12::May::2010 22:44 → permalink

west terminus of Yampa Bench at Chew Ranch, Dinosaur National Monument, Colorado, May 2010

try a couple more timelapse shots, but they are unsatisfactory with all the technical drawbacks. Stability, resolution, quality, etc. Nothing to be done about it without a 10K investment, or more.

Instead, after the driving rain all night, start a fire in the morning, still raining, but gradually it tapers off, though it is very cloudy. The guy who came in late yesterday in a Ford Explorer with a Rocket Box on top left at some point in the morning. Gah. No place to go! He’ll end up in a ditch somewhere.

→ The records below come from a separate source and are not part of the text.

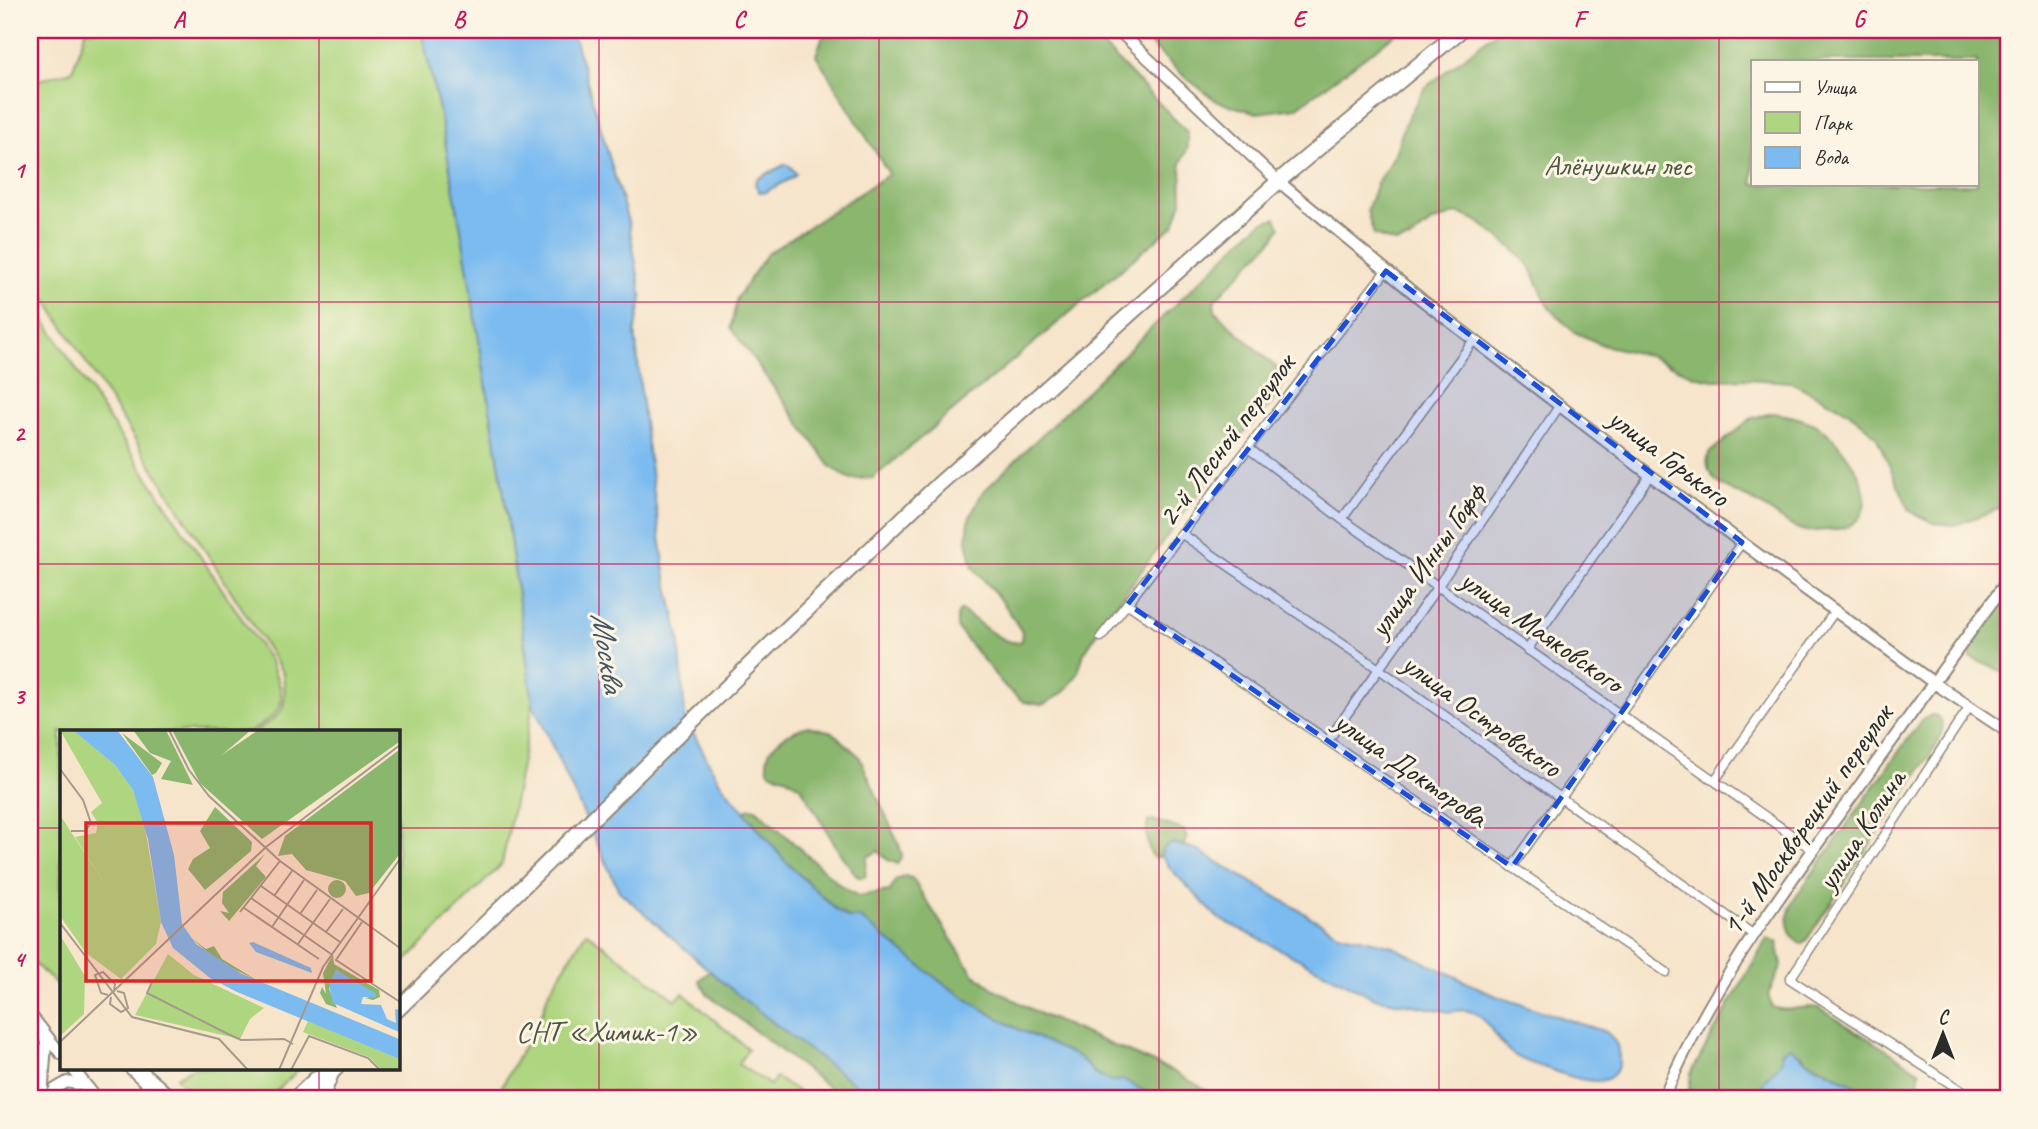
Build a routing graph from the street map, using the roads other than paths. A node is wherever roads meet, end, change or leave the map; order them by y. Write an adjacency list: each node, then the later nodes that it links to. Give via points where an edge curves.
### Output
1 (1118, 30): 3 (main road, улица Горького)
2 (1461, 30): 3 (highway)
3 (1278, 181): 4 (main road, улица Горького); 30 (highway, via 938,485)
4 (1386, 271): 5 (main road, улица Горького); 7 (street, 2-й Лесной переулок)
5 (1474, 340): 6 (main road, улица Горького); 9 (street)
6 (1560, 405): 8 (main road, улица Горького); 13 (street, улица Инны Гофф)
7 (1248, 448): 9 (street, улица Маяковского); 10 (street, 2-й Лесной переулок)
8 (1650, 475): 11 (main road, улица Горького); 17 (street)
9 (1342, 519): 13 (street, улица Маяковского)
10 (1182, 534): 14 (street, 2-й Лесной переулок); 18 (street, улица Островского)
11 (1742, 542): 15 (main road, улица Горького); 21 (street)
12 (2008, 580): 19 (main road, 1-й Москворецкий переулок)
13 (1438, 586): 17 (street, улица Маяковского); 18 (street, улица Инны Гофф)
14 (1128, 604): 16 (street, 2-й Лесной переулок); 23 (street, улица Докторова)
15 (1835, 611): 19 (main road, улица Горького); 24 (street)
16 (1101, 637)
17 (1527, 650): 21 (street, улица Маяковского)
18 (1379, 669): 23 (street, улица Инны Гофф); 25 (street, улица Островского)
19 (1934, 683): 20 (main road, улица Горького); 26 (main road, 1-й Москворецкий переулок)
20 (1970, 706): 22 (main road, улица Горького); 52 (street, улица Колина, via 1790,979)
21 (1621, 714): 24 (street, улица Маяковского); 25 (street)
22 (2008, 732)
23 (1329, 739): 27 (street, улица Докторова)
24 (1715, 780): 26 (street, улица Маяковского)
25 (1560, 799): 27 (street); 28 (street, улица Островского)
26 (1812, 850): 28 (main road, 1-й Москворецкий переулок)
27 (1512, 867): 29 (street, улица Докторова)
28 (1754, 935): 51 (main road, 1-й Москворецкий переулок, via 1698,1026)
29 (1666, 972)
30 (399, 1008)
31 (30, 1014): 32 (main road)
32 (41, 1028): 33 (main road); 34 (main road); 43 (main road, via 46,1042)
33 (60, 1040)
34 (60, 1053)
35 (74, 1070): 42 (main road)
36 (83, 1070): 42 (main road)
37 (132, 1070): 46 (main road)
38 (141, 1070): 47 (main road)
39 (332, 1070): 48 (main road, via 314,1078)
40 (334, 1070): 49 (highway)
41 (335, 1070): 50 (main road)
42 (86, 1086): 44 (main road, via 67,1082 55,1089); 45 (main road)
43 (42, 1099)
44 (50, 1099)
45 (97, 1099)
46 (163, 1099)
47 (174, 1099)
48 (292, 1099)
49 (305, 1099)
50 (323, 1099)
51 (1663, 1099)
52 (1974, 1099)

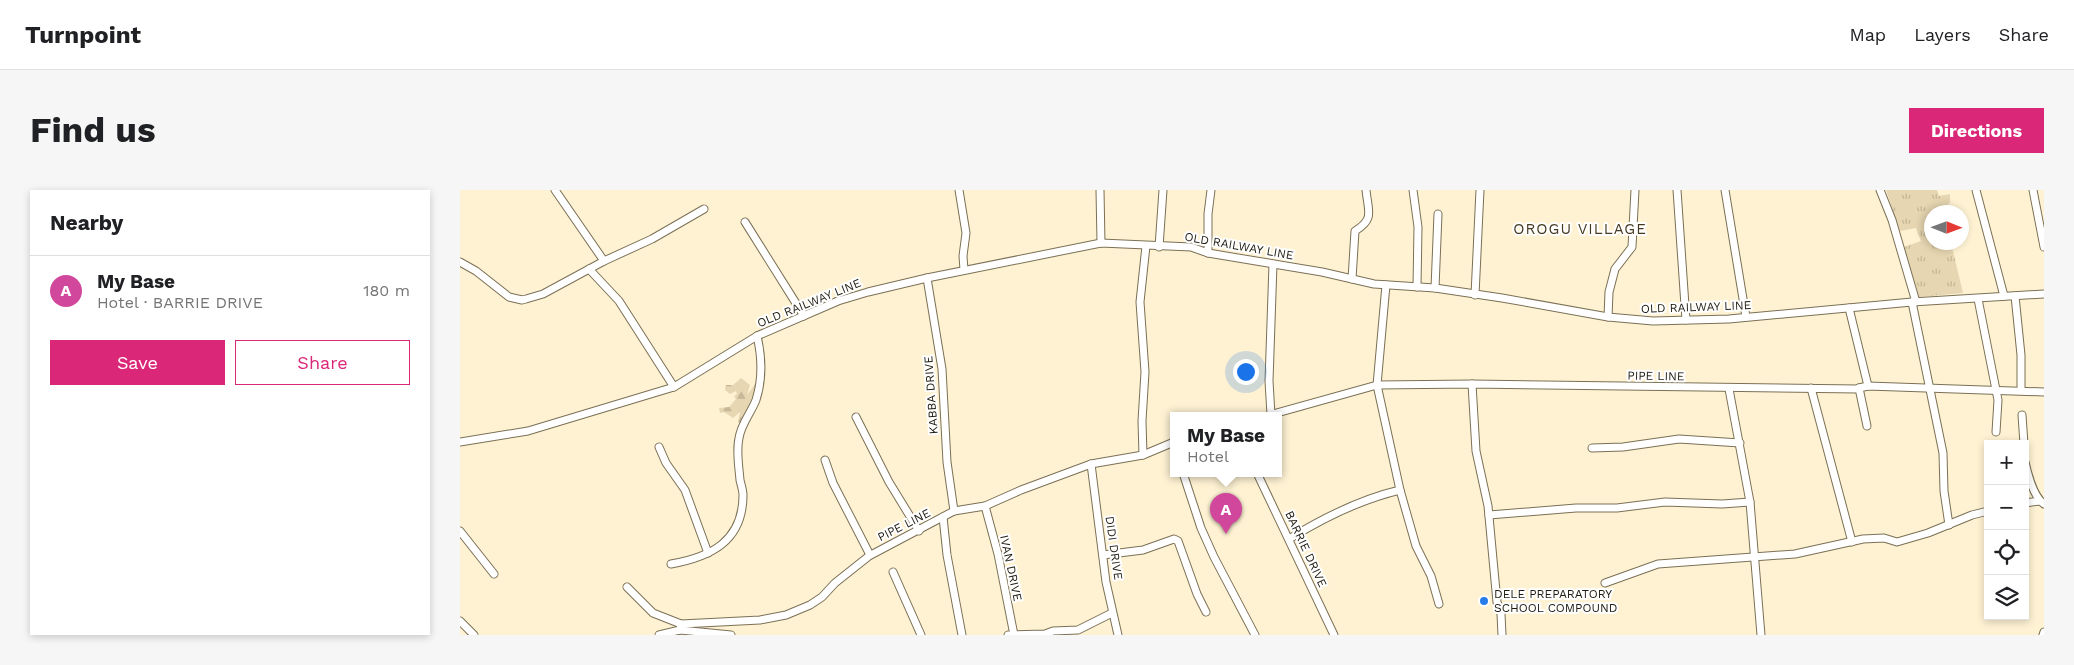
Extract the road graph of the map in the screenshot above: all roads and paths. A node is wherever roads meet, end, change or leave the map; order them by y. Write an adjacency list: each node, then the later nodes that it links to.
1 (555, 190): 23 (street)
2 (959, 190): 27 (street)
3 (1100, 190): 18 (street)
4 (1163, 190): 20 (street)
5 (1211, 190): 22 (street)
6 (1366, 190): 29 (street)
7 (1414, 190): 31 (street)
8 (1480, 190): 34 (street)
9 (1635, 190): 41 (street)
10 (1677, 190): 43 (street)
11 (1725, 190): 42 (street)
12 (1880, 190): 38 (street)
13 (1976, 190): 35 (street)
14 (2033, 190): 21 (street)
15 (704, 209): 23 (street)
16 (1438, 214): 32 (street)
17 (745, 222): 40 (street)
18 (1101, 243): 19 (street, OLD RAILWAY LINE); 27 (street, OLD RAILWAY LINE)
19 (1146, 246): 20 (street, OLD RAILWAY LINE); 68 (street)
20 (1159, 247): 22 (street, OLD RAILWAY LINE)
21 (2044, 248)
22 (1208, 253): 25 (street, OLD RAILWAY LINE)
23 (604, 261): 26 (street)
24 (460, 262): 26 (street)
25 (1273, 264): 29 (street, OLD RAILWAY LINE); 56 (street)
26 (589, 270): 48 (street)
27 (964, 270): 28 (street, OLD RAILWAY LINE)
28 (927, 278): 40 (street, OLD RAILWAY LINE); 79 (street, KABBA DRIVE)
29 (1352, 279): 30 (street, OLD RAILWAY LINE)
30 (1386, 285): 31 (street, OLD RAILWAY LINE); 46 (street)
31 (1417, 287): 32 (street, OLD RAILWAY LINE)
32 (1436, 288): 34 (street, OLD RAILWAY LINE)
33 (2044, 294): 36 (street, OLD RAILWAY LINE)
34 (1475, 295): 41 (street, OLD RAILWAY LINE)
35 (2004, 296): 36 (street, OLD RAILWAY LINE); 37 (street, OLD RAILWAY LINE)
36 (2015, 296): 53 (street)
37 (1978, 299): 38 (street, OLD RAILWAY LINE); 54 (street)
38 (1914, 302): 39 (street, OLD RAILWAY LINE); 51 (street)
39 (1849, 308): 42 (street, OLD RAILWAY LINE); 47 (street)
40 (804, 316): 44 (street, OLD RAILWAY LINE)
41 (1608, 317): 43 (street, OLD RAILWAY LINE)
42 (1746, 317): 43 (street, OLD RAILWAY LINE)
43 (1686, 320)
44 (757, 336): 48 (street, OLD RAILWAY LINE); 88 (street)
45 (1472, 384): 46 (street, PIPE LINE); 52 (street, PIPE LINE); 81 (street)
46 (1376, 386): 57 (street, PIPE LINE); 74 (street)
47 (1868, 386): 50 (street, PIPE LINE); 51 (street, PIPE LINE)
48 (674, 387): 63 (street, OLD RAILWAY LINE)
49 (1811, 388): 50 (street, PIPE LINE); 52 (street, PIPE LINE); 87 (street)
50 (1859, 388): 60 (street)
51 (1930, 388): 54 (street, PIPE LINE); 83 (street)
52 (1729, 389): 64 (street)
53 (2021, 390): 54 (street, PIPE LINE); 55 (street, PIPE LINE)
54 (1996, 392): 61 (street)
55 (2044, 392)
56 (1270, 412)
57 (1281, 412)
58 (2022, 416): 62 (street)
59 (856, 417): 85 (street)
60 (1867, 426)
61 (1996, 432)
62 (2024, 440)
63 (460, 442)
64 (1740, 443): 67 (street); 75 (street)
65 (1170, 444): 68 (street, PIPE LINE)
66 (660, 447): 88 (street)
67 (1592, 448)
68 (1143, 455): 70 (street, PIPE LINE)
69 (825, 460): 89 (street)
70 (1091, 464): 78 (street, PIPE LINE); 90 (street, DIDI DRIVE)
71 (1184, 477): 110 (street)
72 (1259, 477): 86 (street, BARRIE DRIVE)
73 (2029, 478): 76 (street)
74 (1400, 490): 86 (street); 97 (street)
75 (1750, 502): 81 (street); 91 (street)
76 (2042, 502): 77 (street)
77 (2029, 503)
78 (984, 506): 79 (street, PIPE LINE); 108 (street, IVAN DRIVE)
79 (954, 511): 82 (street, PIPE LINE)
80 (1984, 511): 83 (street)
81 (1489, 516): 112 (street)
82 (943, 517): 85 (street, PIPE LINE); 107 (street)
83 (1949, 524): 87 (street)
84 (460, 531): 94 (street)
85 (919, 531): 89 (street, PIPE LINE)
86 (1289, 539): 111 (street, BARRIE DRIVE)
87 (1852, 542): 91 (street)
88 (708, 553): 92 (street)
89 (870, 555): 101 (street, PIPE LINE)
90 (1103, 555): 98 (street, DIDI DRIVE); 99 (street)
91 (1754, 557): 95 (street); 113 (street)
92 (670, 564)
93 (893, 572): 106 (street)
94 (494, 574)
95 (1605, 583)
96 (627, 587): 101 (street)
97 (1440, 604)
98 (1112, 612): 102 (street); 109 (street, DIDI DRIVE)
99 (1206, 612)
100 (460, 620): 103 (street)
101 (681, 627): 104 (street, PIPE LINE); 105 (street)
102 (1054, 633): 108 (street)
103 (474, 635)
104 (659, 635)
105 (731, 635)
106 (921, 635)
107 (962, 635)
108 (1012, 635)
109 (1118, 635)
110 (1255, 635)
111 (1334, 635)
112 (1502, 635)
113 (1761, 635)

I decide to do the traverse from the Pool Creek road over to Sand Canyon since the lower mouth of the canyon is not accessible because the Yampa River spring run-off level. On the way, I decide to drive up to the Bench fork to see where this guy drove — I am stunned to see that he took the branch up to the Harper’s Corner road, with the 18% grade. No way, after a night of rain, and, as I see when I get out of Pool Creek Canyon, snow down to about 6000 feet, so the last two miles of the road would be absolutely impossible. Just the drive to the fork is bad with the red clay sticking in the treads on the tires making them useless aside from the fact this is a relatively level road, so, no problem. I see his tracks, and even the difference of a few hours (time for the road to dry some), he was having more trouble that I was. I could see the difference of a few hours of drying time. I can only hope that there is no additional rain before Friday when I have to head out, south to Glade Park. I imagine that he is stuck somewhere on the road, though, hopefully not blocking traffic! (Of which there will be none, because after that weather, they for sure closed the top of the road for people coming in.)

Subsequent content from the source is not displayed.